___ Information ___

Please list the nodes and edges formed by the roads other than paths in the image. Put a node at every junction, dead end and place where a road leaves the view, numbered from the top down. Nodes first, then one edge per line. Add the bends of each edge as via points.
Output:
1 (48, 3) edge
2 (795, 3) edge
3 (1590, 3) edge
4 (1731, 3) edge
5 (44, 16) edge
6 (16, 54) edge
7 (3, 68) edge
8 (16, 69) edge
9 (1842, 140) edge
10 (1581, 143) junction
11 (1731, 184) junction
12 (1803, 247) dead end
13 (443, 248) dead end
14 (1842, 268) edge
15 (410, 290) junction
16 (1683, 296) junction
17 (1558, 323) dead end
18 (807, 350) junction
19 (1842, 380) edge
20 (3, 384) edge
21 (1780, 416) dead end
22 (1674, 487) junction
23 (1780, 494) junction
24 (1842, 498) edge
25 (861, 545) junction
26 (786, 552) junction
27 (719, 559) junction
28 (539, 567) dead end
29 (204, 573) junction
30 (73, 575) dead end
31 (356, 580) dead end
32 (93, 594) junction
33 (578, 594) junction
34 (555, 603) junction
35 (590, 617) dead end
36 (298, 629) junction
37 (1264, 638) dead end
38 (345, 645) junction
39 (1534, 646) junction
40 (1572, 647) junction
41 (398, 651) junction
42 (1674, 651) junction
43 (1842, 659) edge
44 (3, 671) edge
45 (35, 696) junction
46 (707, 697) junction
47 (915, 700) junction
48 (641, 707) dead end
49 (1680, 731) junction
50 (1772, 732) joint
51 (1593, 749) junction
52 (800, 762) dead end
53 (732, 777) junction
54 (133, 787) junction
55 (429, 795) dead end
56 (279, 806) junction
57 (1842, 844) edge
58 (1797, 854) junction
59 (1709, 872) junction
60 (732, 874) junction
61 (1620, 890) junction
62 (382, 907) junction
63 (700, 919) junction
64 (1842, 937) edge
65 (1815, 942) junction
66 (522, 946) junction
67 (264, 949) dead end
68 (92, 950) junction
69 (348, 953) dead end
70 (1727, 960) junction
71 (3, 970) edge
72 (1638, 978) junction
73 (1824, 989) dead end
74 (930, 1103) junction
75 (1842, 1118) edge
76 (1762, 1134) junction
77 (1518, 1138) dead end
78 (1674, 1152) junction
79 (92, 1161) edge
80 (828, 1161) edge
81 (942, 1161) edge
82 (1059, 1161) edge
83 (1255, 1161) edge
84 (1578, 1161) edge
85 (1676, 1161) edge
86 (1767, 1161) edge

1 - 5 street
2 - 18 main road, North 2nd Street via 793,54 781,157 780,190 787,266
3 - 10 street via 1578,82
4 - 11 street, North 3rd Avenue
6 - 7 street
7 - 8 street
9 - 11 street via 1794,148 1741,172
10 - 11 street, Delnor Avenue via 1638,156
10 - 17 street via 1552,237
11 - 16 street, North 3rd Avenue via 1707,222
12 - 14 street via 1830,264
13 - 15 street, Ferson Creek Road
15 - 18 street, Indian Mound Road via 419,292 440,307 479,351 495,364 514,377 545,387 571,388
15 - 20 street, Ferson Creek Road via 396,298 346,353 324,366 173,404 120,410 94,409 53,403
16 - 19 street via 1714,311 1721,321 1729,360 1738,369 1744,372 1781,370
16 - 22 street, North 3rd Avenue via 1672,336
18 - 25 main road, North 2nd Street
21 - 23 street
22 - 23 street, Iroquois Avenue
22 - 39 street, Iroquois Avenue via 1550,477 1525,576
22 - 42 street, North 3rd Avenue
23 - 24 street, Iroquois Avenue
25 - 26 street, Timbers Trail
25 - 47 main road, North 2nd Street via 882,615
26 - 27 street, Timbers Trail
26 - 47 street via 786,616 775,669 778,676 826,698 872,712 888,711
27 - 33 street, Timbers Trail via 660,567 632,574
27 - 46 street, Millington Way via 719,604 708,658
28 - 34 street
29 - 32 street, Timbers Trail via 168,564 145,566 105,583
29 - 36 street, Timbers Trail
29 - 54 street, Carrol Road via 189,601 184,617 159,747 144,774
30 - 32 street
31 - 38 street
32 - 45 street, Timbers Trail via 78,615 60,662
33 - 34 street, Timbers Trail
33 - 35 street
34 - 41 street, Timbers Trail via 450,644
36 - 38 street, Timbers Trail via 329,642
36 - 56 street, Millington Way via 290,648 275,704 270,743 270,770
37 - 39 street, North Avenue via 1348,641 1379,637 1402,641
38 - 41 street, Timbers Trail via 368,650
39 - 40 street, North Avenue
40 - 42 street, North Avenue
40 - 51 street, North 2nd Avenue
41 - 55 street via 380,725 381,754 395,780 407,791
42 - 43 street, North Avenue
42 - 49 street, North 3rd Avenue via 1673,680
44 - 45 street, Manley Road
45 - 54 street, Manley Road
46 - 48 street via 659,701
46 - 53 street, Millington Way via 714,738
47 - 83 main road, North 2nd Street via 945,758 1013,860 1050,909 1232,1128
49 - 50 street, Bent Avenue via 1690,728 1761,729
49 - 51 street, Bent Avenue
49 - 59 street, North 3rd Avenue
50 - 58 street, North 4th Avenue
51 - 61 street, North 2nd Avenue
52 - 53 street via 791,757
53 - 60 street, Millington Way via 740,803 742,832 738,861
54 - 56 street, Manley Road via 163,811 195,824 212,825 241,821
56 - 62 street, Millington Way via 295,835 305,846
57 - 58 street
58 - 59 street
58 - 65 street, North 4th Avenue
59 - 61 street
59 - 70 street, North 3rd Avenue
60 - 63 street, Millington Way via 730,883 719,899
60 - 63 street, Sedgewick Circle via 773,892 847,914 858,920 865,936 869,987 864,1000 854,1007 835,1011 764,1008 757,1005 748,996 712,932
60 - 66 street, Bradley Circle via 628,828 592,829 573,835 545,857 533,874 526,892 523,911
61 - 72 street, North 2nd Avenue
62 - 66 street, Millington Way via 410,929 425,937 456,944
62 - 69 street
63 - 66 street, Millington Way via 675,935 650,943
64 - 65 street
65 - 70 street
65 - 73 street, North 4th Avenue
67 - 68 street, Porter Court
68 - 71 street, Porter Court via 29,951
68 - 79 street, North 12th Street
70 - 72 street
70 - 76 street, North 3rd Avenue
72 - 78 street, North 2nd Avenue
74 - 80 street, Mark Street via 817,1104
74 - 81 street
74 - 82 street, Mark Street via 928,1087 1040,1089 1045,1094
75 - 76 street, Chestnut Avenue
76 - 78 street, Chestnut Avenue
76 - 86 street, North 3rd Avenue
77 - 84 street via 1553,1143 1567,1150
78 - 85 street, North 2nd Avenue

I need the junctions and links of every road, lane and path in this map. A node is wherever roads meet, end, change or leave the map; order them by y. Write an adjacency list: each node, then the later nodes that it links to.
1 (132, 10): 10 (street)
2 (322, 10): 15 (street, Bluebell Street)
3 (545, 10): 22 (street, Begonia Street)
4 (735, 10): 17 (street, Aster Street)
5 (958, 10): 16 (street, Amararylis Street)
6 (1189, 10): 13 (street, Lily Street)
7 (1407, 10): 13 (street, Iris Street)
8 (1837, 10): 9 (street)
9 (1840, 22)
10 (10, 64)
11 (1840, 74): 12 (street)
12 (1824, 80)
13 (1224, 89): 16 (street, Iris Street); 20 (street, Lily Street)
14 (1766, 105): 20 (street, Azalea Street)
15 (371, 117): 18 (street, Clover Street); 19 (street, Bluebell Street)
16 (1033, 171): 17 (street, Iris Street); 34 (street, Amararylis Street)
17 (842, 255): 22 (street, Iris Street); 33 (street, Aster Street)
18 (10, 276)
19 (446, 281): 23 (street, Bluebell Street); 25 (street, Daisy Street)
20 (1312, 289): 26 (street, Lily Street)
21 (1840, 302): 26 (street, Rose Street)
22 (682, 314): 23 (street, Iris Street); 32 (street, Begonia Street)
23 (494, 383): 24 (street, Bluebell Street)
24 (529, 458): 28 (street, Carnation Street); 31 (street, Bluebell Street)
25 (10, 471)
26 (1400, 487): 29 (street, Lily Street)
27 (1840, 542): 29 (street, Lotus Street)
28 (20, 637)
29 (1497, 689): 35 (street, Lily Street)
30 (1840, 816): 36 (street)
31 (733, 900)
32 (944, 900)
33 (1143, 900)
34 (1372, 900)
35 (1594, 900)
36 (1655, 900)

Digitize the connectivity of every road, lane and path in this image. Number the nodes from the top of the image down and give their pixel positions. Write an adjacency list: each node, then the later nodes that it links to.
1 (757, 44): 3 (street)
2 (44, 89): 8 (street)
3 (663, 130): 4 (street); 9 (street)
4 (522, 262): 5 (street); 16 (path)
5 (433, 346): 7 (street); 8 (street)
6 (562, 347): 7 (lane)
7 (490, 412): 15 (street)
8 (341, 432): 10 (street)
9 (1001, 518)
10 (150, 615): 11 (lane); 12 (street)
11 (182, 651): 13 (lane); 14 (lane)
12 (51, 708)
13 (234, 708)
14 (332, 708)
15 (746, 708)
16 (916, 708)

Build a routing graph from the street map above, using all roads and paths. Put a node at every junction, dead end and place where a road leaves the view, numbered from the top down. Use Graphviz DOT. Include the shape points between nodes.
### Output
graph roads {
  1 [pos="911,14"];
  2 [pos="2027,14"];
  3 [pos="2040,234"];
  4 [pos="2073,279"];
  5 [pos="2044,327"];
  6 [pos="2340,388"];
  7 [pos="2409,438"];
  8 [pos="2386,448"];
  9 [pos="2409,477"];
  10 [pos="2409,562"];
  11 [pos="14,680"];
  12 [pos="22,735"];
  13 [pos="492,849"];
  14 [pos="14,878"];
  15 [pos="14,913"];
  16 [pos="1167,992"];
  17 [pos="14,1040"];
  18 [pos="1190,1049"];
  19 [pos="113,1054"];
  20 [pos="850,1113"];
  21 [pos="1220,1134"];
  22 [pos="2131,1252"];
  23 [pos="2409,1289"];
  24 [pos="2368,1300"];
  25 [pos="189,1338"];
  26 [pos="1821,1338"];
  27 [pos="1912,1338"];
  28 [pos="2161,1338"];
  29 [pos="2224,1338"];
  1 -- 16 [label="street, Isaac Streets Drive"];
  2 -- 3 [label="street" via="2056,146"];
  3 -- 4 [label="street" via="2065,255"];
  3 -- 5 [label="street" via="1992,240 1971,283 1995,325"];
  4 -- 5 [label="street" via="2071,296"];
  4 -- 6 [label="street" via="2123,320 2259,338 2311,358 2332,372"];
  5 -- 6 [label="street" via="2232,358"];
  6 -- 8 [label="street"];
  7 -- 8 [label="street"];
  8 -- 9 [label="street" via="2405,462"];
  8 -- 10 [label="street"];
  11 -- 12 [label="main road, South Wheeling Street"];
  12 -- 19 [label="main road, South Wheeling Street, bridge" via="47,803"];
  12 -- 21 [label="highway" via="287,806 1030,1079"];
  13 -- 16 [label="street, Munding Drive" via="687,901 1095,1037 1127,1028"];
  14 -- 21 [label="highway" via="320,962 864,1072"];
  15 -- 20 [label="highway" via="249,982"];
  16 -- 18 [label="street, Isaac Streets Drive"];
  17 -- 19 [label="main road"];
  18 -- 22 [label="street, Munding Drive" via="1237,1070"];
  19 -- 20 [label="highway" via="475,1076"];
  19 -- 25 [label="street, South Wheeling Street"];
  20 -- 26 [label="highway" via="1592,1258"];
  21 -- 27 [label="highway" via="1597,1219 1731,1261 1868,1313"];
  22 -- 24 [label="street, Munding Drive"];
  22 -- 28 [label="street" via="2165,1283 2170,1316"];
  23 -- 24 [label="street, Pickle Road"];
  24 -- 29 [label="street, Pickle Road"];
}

___

*Exercise brief*: Only the lines containing "Begonia" are needed; pull them out of the listing.

*Output for this exercise*:
3 (545, 10): 22 (street, Begonia Street)
22 (682, 314): 23 (street, Iris Street); 32 (street, Begonia Street)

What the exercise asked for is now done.